Dr. Roger Mason and a team from Black Lantern Security (BLS) participated in a cybersecurity summit in Atlanta. The summit was sponsored by a Fortune 500 company based in Atlanta. The purpose of the security summit was to help the company’s subsidiary organizations prepare for a cyber emergency. A joint LECMgt/BLS team has been developing a new incident response plan for this client. The plan is designed to incorporate the business practices of the client with incident planning standards from the National Incident Management Plan and the National Institute of Standards and Technology.
The summit included experts from the cybersecurity industry. Roger Mason and Dr. Phil Hartlieb’s team developed the tabletop exercise for the summit. The Black Lantern experts provided the technical framework that ensured a challenging tabletop exercise. Roger Mason did a 90-minute presentation explaining the new incident response plan to summit participants.
The exercise involved operational analysts from the company’s enterprise security team and cybersecurity representatives from a subsidiary team outside the US. The combined team used the new incident response plan and run/playbooks for the exercise. The run/playbooks are divided by topic with an explanation of what to expect from a hostile actor and procedures to counter an attack.

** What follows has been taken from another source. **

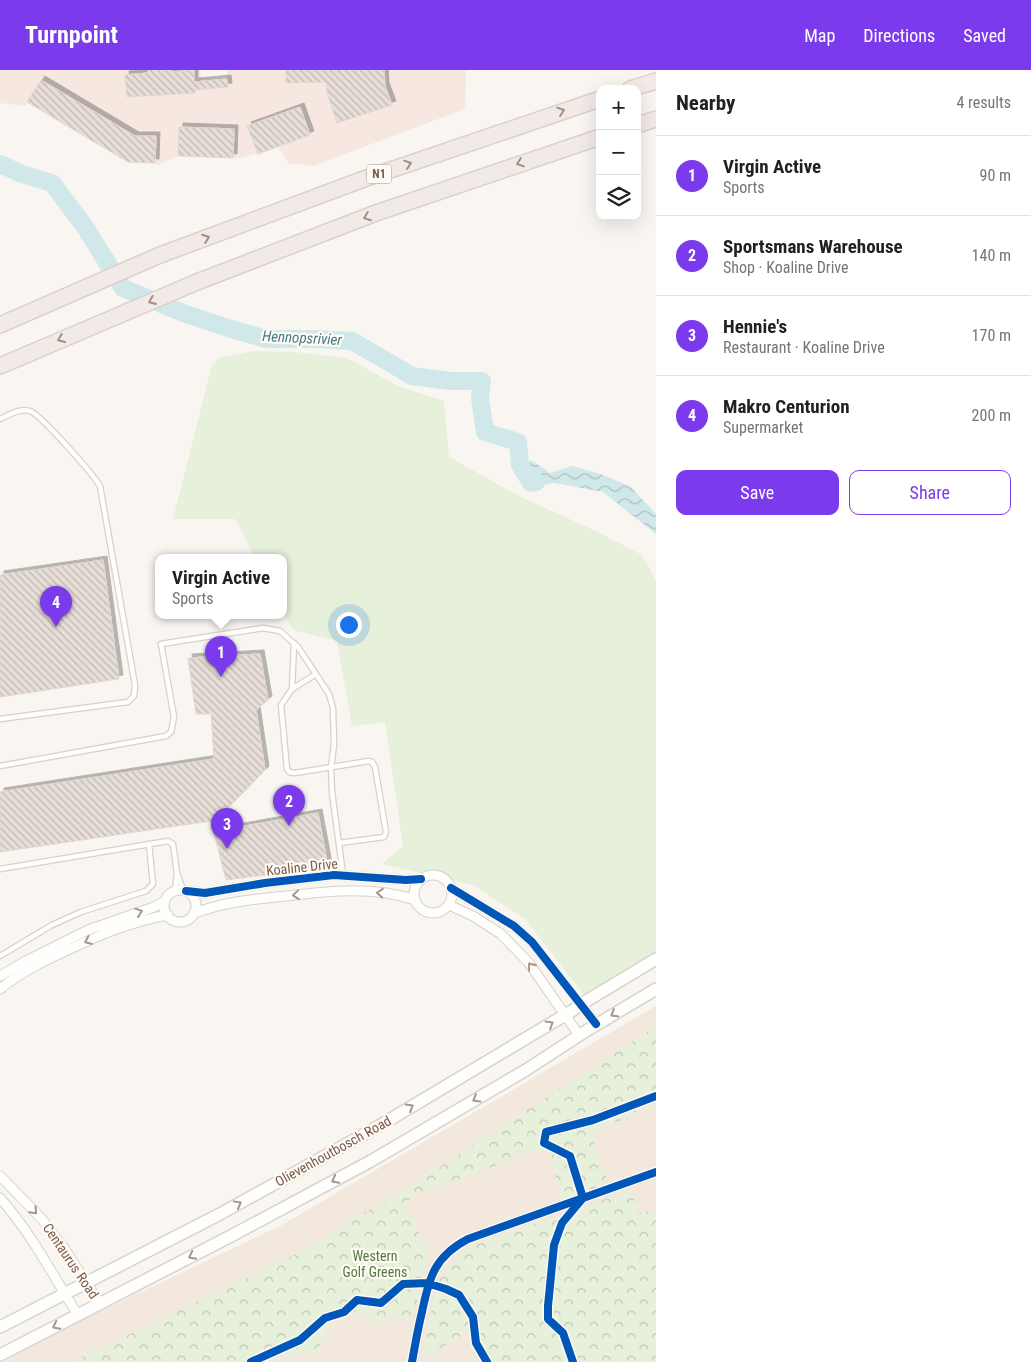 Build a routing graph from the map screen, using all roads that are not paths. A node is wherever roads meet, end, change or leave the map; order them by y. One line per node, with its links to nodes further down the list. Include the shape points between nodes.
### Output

This has been an exciting project as LECMgt’s incident response planning experience was connected to the cybersecurity response expertise at Black Lantern Security. Developing an emergency operation or incident response plan is similar no matter the topic or the domain. Certain factors must be considered when developing systems and procedures.
Foremost, the new plan must be a combination of the client’s business practices and national and industry standards. Tabletop exercises are a familiar and practical tool to help team members employ their new incident response plan in a risk-free environment. This plan and the training will provide synthetic experience and a strong foundation for problem-solving during a cyber-attack.